Gastroenteropancreatic neuroendocrine neoplasms (GEP NEN) exhibit substantial biological heterogeneity, impacting clinical management and outcomes. In 2019, the WHO subdivided the grade 3 (G3) neuroendocrine neoplasms (NEN) characterised by Ki-67 > 20% into the well-differentiated G3 neuroendocrine tumour (NET) and G3 poorly differentiated neuroendocrine carcinoma (NEC) subgroups. Since this update, questions about the prognostic implications and best treatment strategies for NET G3 and NEC remain. Therefore, we initiated a real-world retrospective observational cohort study using data from 225 NEC and 58 NET G3 patients treated in Belgium. Analysis of patient and tumour characteristics and the effect of survival was conducted. Most frequent primary locations were pancreatic (32.9%) and colorectal (21.5%), and 71.8% was diagnosed with stage IV disease. Median overall survival (mOS) was higher in NET G3 (41.3 months (m)) compared to NEC (13.2m).

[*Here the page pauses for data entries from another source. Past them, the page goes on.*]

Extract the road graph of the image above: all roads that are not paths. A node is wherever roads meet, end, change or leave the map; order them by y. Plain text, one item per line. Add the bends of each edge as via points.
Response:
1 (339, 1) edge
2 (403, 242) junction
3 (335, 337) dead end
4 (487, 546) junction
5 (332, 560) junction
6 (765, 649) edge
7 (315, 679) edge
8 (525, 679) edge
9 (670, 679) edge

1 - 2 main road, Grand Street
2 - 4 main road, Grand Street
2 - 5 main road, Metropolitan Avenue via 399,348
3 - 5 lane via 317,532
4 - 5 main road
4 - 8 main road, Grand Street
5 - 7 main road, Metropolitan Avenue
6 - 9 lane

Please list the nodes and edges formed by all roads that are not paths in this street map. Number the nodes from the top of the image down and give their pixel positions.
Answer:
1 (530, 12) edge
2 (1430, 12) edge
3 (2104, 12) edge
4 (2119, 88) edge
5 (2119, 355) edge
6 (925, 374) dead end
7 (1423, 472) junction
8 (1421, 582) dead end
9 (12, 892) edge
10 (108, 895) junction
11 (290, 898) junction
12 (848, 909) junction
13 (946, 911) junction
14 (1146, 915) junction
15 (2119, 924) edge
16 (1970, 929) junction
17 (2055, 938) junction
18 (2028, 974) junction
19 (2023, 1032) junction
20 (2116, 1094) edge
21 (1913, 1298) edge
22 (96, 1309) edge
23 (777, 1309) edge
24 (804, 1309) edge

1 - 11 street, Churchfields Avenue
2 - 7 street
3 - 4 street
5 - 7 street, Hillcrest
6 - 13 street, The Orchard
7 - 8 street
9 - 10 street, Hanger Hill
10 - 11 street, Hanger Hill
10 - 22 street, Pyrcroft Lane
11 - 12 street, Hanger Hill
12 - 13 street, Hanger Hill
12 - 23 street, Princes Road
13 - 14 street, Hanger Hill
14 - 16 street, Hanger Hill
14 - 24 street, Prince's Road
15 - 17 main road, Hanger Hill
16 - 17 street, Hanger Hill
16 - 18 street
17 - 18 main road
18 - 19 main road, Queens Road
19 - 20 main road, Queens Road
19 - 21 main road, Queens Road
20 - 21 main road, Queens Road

Of those who underwent functional imaging, fluorodeoxyglucose-positron emission tomography (18F-FDG-PET) imaging was positive in 90.6 and 95.6% of the NET G3 and NEC patients, respectively, and somatostatin receptor (SSTR) expression was seen in 97.4 and 66.0%, respectively. The latter was linked to better mOS, suggesting the added value of performing both SSTR imaging and 18F-FDG-PET for high-grade (HG) NEN to provide prognostic information and to possibly expand therapeutic options, which are currently reserved for lower-grade NEN patients. Moreover, while debated, in our population, primary surgery was performed in 92 and 73.5% of locoregional NET G3 and NEC cases, respectively, indicating that surgery can be considered in locoregional setting. Finally, platinum-etoposide was the predominant first-line treatment in metastatic NEC, with no significant survival difference between carboplatin and cisplatin.

高级别神经内分泌肿瘤的治疗:功能影像学的影响。
胃肠胰神经内分泌肿瘤(GEP NEN)表现出实质性的生物学异质性,影响临床管理和结果。2019年,世卫组织引入了神经内分泌肿瘤(NET) 3级(G3)亚组,其特征是Ki-67>占20%,高分化形态和低分化神经内分泌癌(NEC)占20%。自这次更新以来,关于NET G3和NEC的预后影响和最佳治疗策略的问题仍然存在。因此,我们启动了一项真实世界的回顾性观察队列研究,使用了在比利时治疗的225例NEC和58例NET G3患者的数据。分析患者及肿瘤特征及对生存的影响。最常见的原发部位为胰腺(32.9%)和结肠直肠(21.5%),71.8%诊断为IV期疾病。NET G3的中位总生存期(mOS)高于NEC(1320万),为41.3个月(m)。在接受功能显像的患者中,氟脱氧葡萄糖-正电子发射断层显像(18F-FDG-PET)在NET G3和NEC患者中分别为90.6%和95.6%,生长抑素受体(SSTR)表达分别为97.4%和66.0%。后者与更好的mOS有关,表明同时进行SSTR成像和18F-FDG-PET对高级别(HG) NEN的附加价值,可以提供预后信息,并可能扩展到目前为低级别NEN患者保留的治疗选择。此外,尽管存在争议,但在我们的人群中,分别有92%和73.5%的局部区域性NET G3和NEC病例进行了初级手术,这表明可以考虑在局部区域进行手术。最后,铂-依托泊苷是转移性NEC的主要一线治疗方案,卡铂和顺铂的生存期无显著差异。
本文章由计算机程序翻译,如有差异,请以英文原文为准。